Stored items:
▬▬▬▬▬▬▬▬▬▬

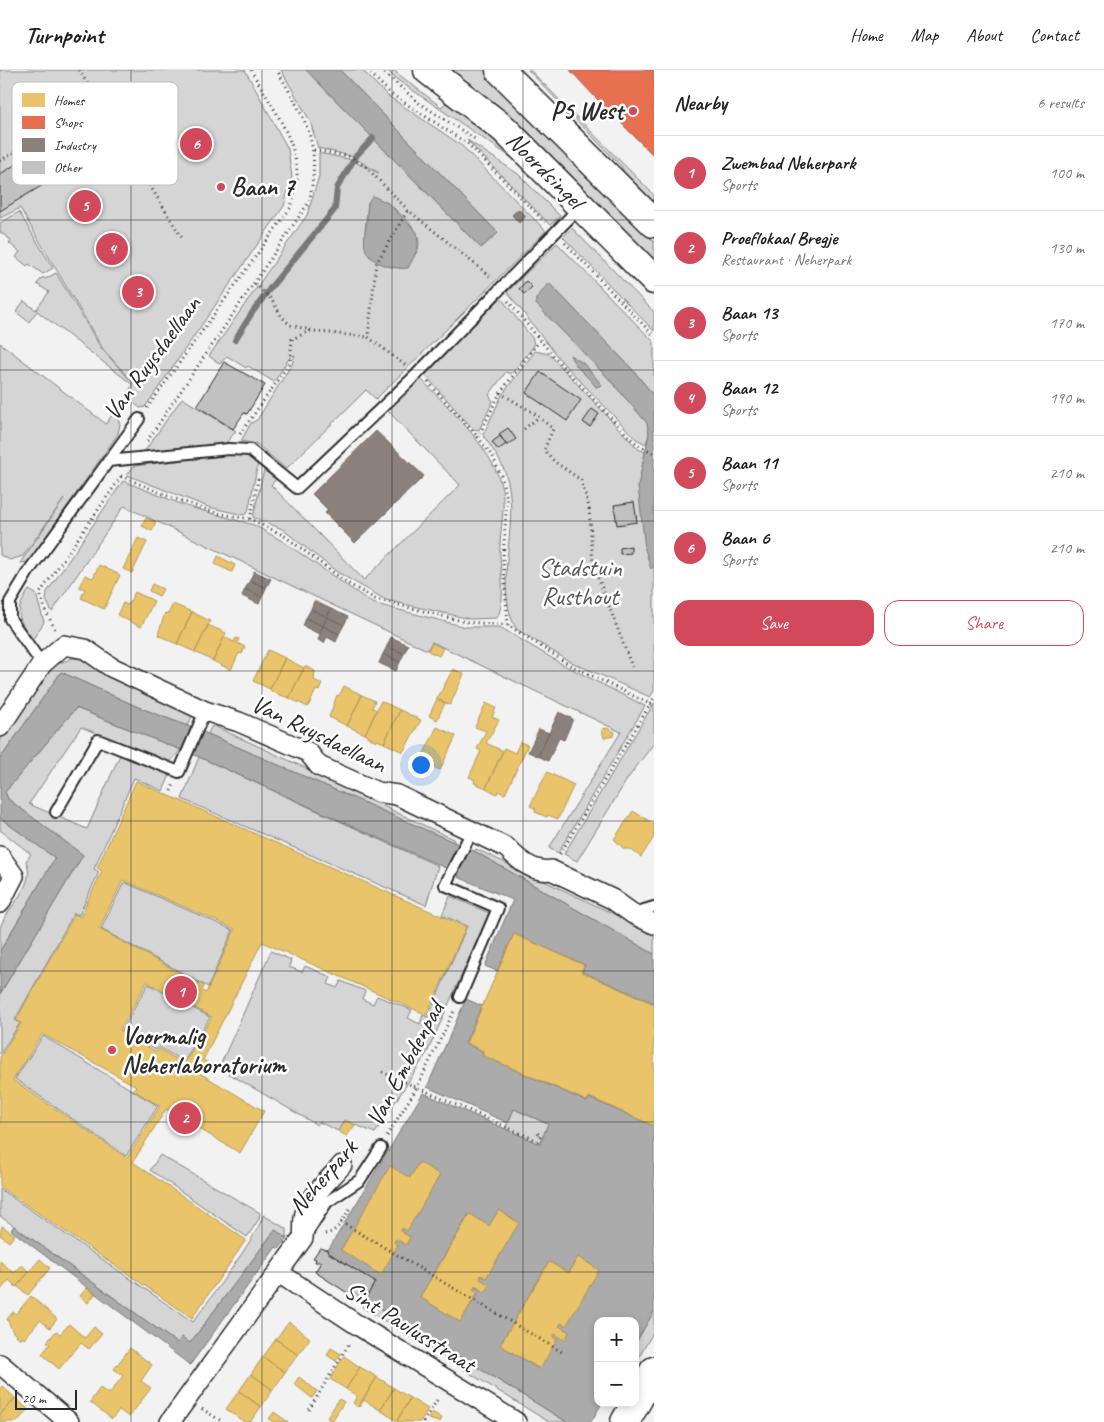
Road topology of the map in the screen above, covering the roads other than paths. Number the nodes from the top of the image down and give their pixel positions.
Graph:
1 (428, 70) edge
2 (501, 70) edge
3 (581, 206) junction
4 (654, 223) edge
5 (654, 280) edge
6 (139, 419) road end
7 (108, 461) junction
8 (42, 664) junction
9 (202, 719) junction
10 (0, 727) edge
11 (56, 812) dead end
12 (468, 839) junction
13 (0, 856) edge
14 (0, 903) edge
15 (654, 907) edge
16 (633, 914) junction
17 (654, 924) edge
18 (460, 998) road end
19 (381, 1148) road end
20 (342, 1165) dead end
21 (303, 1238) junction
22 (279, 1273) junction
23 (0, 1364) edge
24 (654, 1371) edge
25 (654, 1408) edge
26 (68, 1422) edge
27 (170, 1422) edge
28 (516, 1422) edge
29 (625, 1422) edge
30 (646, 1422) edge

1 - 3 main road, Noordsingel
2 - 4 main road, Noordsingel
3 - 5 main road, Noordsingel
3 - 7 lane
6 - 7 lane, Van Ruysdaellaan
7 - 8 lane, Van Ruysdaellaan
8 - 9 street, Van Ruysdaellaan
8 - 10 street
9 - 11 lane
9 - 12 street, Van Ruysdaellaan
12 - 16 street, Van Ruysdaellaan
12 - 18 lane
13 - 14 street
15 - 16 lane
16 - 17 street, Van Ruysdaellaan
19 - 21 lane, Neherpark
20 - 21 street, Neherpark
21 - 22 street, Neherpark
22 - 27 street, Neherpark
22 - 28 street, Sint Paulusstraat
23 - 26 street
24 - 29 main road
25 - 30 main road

▬▬▬▬▬▬▬▬▬▬

◆ WHAT YOU HAVE TO DO ◆
Every entry must be reproduced exactly, with the images left out.

◆ SOLVED PROBLEM ◆
Road topology of the map in the screen above, covering the roads other than paths. Number the nodes from the top of the image down and give their pixel positions.
Graph:
1 (428, 70) edge
2 (501, 70) edge
3 (581, 206) junction
4 (654, 223) edge
5 (654, 280) edge
6 (139, 419) road end
7 (108, 461) junction
8 (42, 664) junction
9 (202, 719) junction
10 (0, 727) edge
11 (56, 812) dead end
12 (468, 839) junction
13 (0, 856) edge
14 (0, 903) edge
15 (654, 907) edge
16 (633, 914) junction
17 (654, 924) edge
18 (460, 998) road end
19 (381, 1148) road end
20 (342, 1165) dead end
21 (303, 1238) junction
22 (279, 1273) junction
23 (0, 1364) edge
24 (654, 1371) edge
25 (654, 1408) edge
26 (68, 1422) edge
27 (170, 1422) edge
28 (516, 1422) edge
29 (625, 1422) edge
30 (646, 1422) edge

1 - 3 main road, Noordsingel
2 - 4 main road, Noordsingel
3 - 5 main road, Noordsingel
3 - 7 lane
6 - 7 lane, Van Ruysdaellaan
7 - 8 lane, Van Ruysdaellaan
8 - 9 street, Van Ruysdaellaan
8 - 10 street
9 - 11 lane
9 - 12 street, Van Ruysdaellaan
12 - 16 street, Van Ruysdaellaan
12 - 18 lane
13 - 14 street
15 - 16 lane
16 - 17 street, Van Ruysdaellaan
19 - 21 lane, Neherpark
20 - 21 street, Neherpark
21 - 22 street, Neherpark
22 - 27 street, Neherpark
22 - 28 street, Sint Paulusstraat
23 - 26 street
24 - 29 main road
25 - 30 main road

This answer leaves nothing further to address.